• [Exercise]: Each line containing the string "where" should be copied out of the entries.

• [The records]:
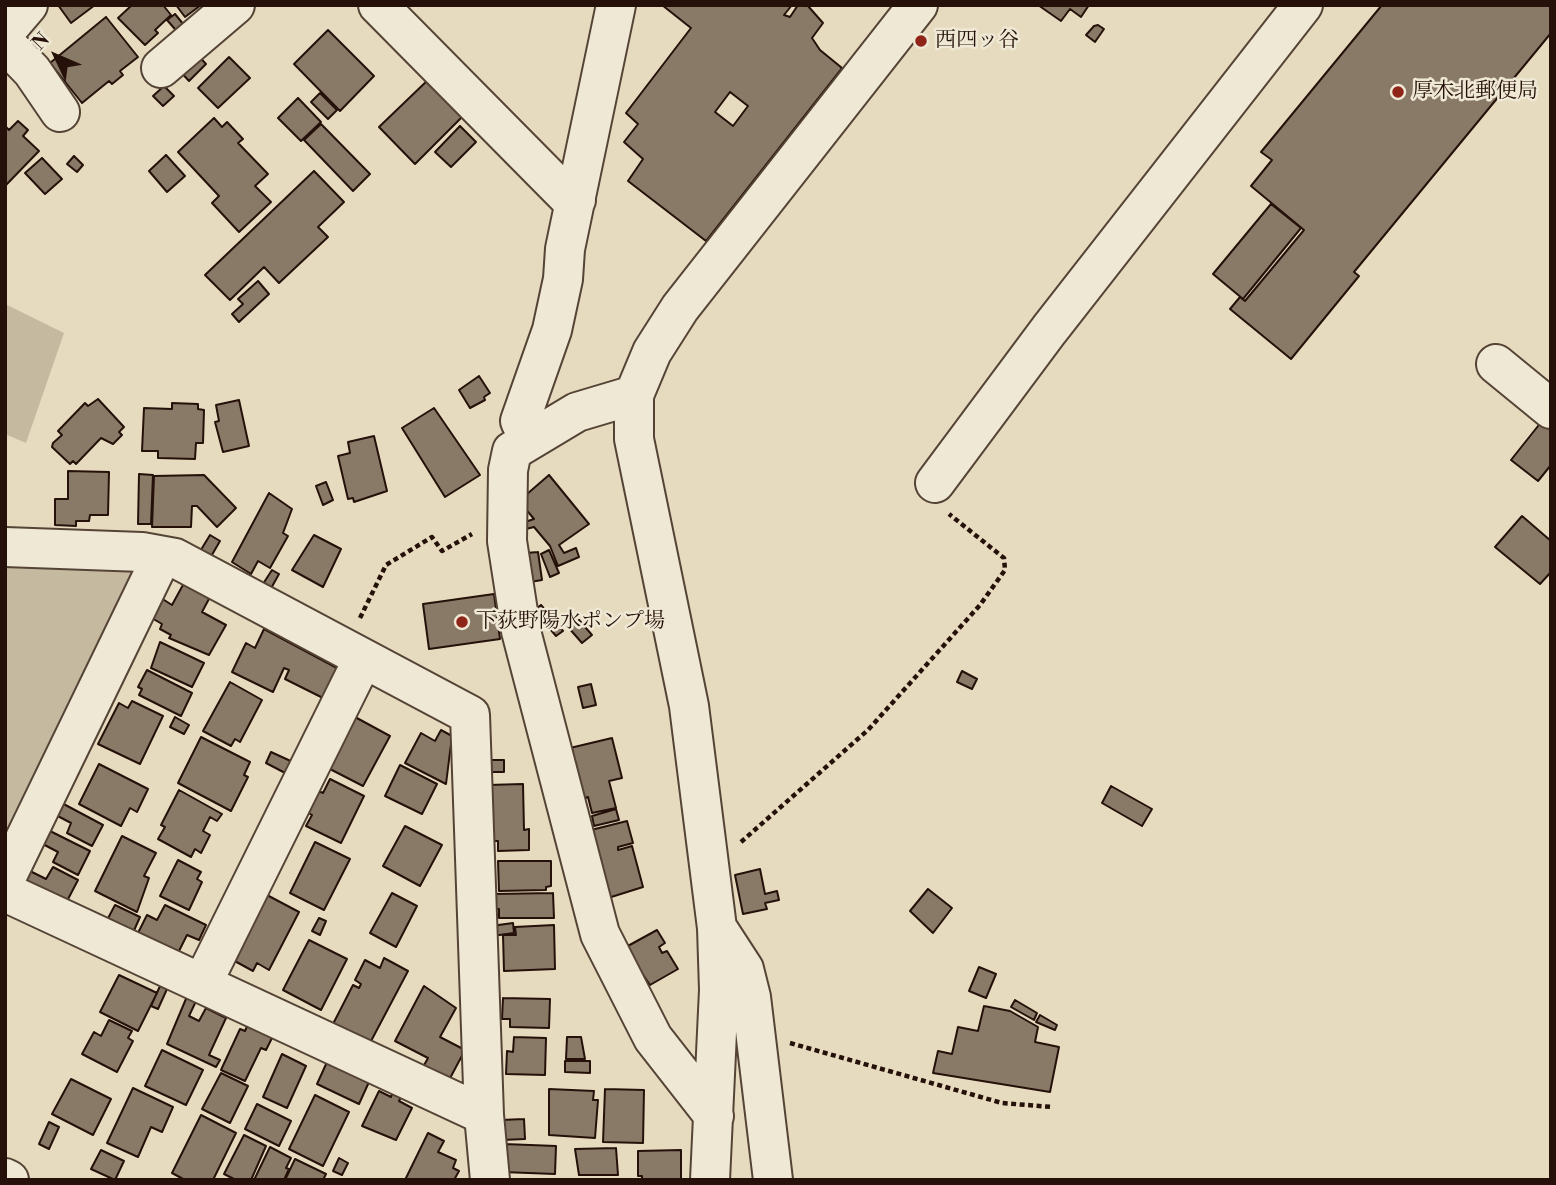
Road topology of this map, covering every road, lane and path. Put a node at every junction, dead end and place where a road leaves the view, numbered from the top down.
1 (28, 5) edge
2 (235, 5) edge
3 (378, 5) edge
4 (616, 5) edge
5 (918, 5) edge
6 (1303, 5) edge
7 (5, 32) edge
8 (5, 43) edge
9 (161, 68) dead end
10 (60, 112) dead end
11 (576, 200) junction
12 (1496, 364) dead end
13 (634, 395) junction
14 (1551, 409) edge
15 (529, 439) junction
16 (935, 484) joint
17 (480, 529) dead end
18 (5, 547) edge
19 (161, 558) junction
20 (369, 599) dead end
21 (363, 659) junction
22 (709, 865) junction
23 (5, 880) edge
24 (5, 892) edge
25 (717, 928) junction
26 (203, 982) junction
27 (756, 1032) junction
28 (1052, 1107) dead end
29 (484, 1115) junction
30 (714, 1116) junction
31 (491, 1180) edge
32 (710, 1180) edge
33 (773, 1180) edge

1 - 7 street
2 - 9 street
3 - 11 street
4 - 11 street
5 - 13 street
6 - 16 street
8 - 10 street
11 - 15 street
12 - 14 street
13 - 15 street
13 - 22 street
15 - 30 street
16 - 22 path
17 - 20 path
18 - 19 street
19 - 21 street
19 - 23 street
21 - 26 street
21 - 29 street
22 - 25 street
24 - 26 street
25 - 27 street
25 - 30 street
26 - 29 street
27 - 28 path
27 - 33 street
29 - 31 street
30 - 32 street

---

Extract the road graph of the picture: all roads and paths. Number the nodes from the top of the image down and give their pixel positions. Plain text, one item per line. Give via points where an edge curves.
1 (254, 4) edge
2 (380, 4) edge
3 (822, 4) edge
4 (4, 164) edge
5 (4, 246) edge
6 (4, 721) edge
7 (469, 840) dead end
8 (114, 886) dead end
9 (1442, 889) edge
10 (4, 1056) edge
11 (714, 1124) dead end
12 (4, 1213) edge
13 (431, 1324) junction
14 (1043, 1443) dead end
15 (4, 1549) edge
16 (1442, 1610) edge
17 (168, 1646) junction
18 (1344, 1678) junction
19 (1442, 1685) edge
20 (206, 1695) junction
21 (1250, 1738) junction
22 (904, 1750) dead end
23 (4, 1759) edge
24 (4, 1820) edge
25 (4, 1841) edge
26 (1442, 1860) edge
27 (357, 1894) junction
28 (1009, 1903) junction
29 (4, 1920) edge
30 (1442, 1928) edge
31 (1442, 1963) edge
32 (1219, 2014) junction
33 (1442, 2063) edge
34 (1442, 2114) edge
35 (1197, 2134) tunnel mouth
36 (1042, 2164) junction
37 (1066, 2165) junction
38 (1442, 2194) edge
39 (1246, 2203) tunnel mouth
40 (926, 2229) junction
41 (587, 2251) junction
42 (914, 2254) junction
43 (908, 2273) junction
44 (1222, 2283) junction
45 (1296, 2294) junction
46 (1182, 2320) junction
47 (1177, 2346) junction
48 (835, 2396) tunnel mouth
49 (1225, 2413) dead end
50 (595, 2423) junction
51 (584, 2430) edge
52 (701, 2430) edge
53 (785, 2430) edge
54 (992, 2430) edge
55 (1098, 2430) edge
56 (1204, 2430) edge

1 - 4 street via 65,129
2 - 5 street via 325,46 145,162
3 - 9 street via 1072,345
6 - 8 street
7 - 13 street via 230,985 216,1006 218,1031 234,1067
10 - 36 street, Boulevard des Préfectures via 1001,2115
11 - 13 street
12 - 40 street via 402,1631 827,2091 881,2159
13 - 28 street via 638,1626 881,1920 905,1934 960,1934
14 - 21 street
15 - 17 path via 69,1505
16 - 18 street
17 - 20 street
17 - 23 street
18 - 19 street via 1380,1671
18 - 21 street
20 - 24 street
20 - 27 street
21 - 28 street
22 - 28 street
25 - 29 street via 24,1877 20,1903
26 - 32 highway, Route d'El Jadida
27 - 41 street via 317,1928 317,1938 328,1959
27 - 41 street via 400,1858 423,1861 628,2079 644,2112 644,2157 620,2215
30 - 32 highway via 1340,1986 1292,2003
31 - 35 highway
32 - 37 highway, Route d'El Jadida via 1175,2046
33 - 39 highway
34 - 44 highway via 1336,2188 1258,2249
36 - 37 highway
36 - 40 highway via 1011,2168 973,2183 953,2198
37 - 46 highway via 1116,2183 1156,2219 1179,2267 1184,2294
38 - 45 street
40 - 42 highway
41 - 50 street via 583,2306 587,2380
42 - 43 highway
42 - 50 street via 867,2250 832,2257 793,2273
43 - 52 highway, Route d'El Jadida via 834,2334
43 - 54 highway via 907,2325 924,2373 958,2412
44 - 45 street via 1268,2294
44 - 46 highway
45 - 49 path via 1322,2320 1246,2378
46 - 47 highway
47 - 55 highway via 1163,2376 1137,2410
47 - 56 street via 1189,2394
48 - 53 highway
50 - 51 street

• [Response below]:
Road topology of this map, covering every road, lane and path. Put a node at every junction, dead end and place where a road leaves the view, numbered from the top down.
Extract the road graph of the picture: all roads and paths. Number the nodes from the top of the image down and give their pixel positions. Plain text, one item per line. Give via points where an edge curves.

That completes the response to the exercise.